'''

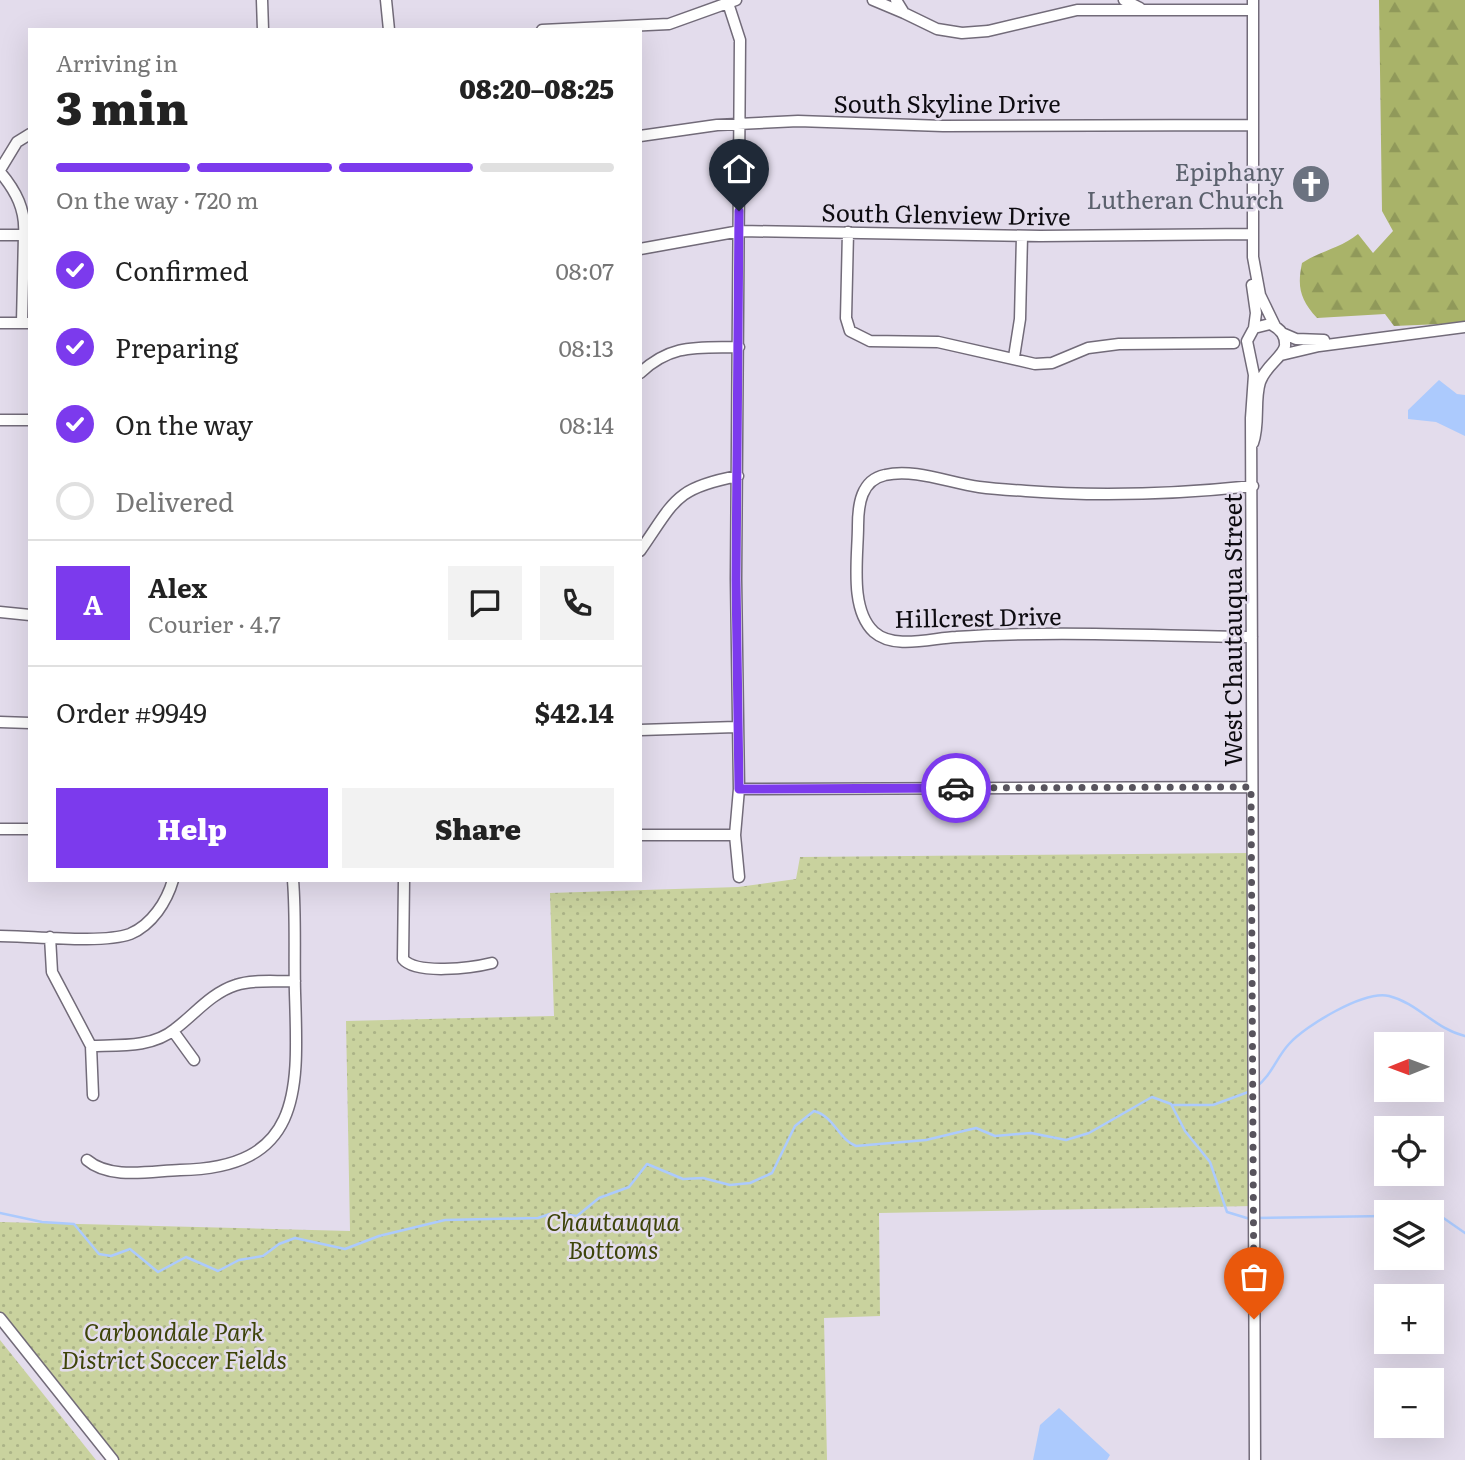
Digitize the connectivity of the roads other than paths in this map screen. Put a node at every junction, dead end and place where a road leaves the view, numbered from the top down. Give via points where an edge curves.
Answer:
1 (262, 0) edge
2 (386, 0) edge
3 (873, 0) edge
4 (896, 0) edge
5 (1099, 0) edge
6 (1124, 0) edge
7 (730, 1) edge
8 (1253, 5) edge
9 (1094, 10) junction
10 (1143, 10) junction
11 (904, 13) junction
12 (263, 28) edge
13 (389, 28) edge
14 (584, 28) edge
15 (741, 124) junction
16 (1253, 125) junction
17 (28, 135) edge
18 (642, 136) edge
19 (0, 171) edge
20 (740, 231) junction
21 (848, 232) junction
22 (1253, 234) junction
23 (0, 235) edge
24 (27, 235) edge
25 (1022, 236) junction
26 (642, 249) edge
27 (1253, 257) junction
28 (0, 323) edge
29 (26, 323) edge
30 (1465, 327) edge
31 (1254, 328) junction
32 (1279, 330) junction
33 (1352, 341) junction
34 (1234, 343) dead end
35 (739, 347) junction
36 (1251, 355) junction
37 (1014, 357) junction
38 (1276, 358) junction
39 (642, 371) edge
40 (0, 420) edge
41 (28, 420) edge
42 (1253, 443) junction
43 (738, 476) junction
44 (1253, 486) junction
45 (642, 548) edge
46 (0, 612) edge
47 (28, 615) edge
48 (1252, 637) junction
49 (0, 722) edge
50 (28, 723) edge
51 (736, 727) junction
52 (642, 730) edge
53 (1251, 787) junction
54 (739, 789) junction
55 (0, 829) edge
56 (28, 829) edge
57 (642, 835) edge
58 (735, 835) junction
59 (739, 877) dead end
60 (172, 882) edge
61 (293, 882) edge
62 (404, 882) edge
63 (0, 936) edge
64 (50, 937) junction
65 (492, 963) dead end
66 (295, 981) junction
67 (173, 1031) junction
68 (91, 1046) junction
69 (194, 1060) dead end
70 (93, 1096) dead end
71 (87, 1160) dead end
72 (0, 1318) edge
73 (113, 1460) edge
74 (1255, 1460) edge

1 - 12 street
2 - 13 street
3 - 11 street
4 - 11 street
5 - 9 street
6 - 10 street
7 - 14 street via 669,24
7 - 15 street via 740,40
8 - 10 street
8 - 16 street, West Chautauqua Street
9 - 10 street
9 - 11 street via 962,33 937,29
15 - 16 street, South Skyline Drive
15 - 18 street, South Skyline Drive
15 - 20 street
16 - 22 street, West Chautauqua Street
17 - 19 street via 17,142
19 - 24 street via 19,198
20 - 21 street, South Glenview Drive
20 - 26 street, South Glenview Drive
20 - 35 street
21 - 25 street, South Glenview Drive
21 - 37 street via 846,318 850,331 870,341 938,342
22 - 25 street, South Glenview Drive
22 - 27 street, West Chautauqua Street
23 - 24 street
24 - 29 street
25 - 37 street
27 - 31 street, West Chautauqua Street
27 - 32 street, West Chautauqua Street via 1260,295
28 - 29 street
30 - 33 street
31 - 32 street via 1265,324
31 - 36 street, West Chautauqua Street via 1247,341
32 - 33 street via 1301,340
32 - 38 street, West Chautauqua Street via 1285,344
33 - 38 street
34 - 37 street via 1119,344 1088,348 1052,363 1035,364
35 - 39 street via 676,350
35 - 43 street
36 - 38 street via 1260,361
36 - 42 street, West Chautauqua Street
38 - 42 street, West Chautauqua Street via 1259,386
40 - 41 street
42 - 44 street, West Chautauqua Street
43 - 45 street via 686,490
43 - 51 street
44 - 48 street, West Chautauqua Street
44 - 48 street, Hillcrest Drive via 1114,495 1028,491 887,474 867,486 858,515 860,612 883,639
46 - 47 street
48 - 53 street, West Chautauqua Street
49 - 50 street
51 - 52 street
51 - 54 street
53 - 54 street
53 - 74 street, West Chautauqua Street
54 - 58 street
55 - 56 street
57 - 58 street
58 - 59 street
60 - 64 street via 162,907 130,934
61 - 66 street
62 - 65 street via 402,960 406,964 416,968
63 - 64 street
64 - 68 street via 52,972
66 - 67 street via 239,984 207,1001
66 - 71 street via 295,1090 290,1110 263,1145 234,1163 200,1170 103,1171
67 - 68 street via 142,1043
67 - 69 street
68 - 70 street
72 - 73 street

'''

--- WORK REQUIRED ---
Search the data for the string "dead" and copy out every line where it is found.

--- TASK ANSWER ---
Digitize the connectivity of the roads other than paths in this map screen. Put a node at every junction, dead end and place where a road leaves the view, numbered from the top down. Give via points where an edge curves.
34 (1234, 343) dead end
59 (739, 877) dead end
65 (492, 963) dead end
69 (194, 1060) dead end
70 (93, 1096) dead end
71 (87, 1160) dead end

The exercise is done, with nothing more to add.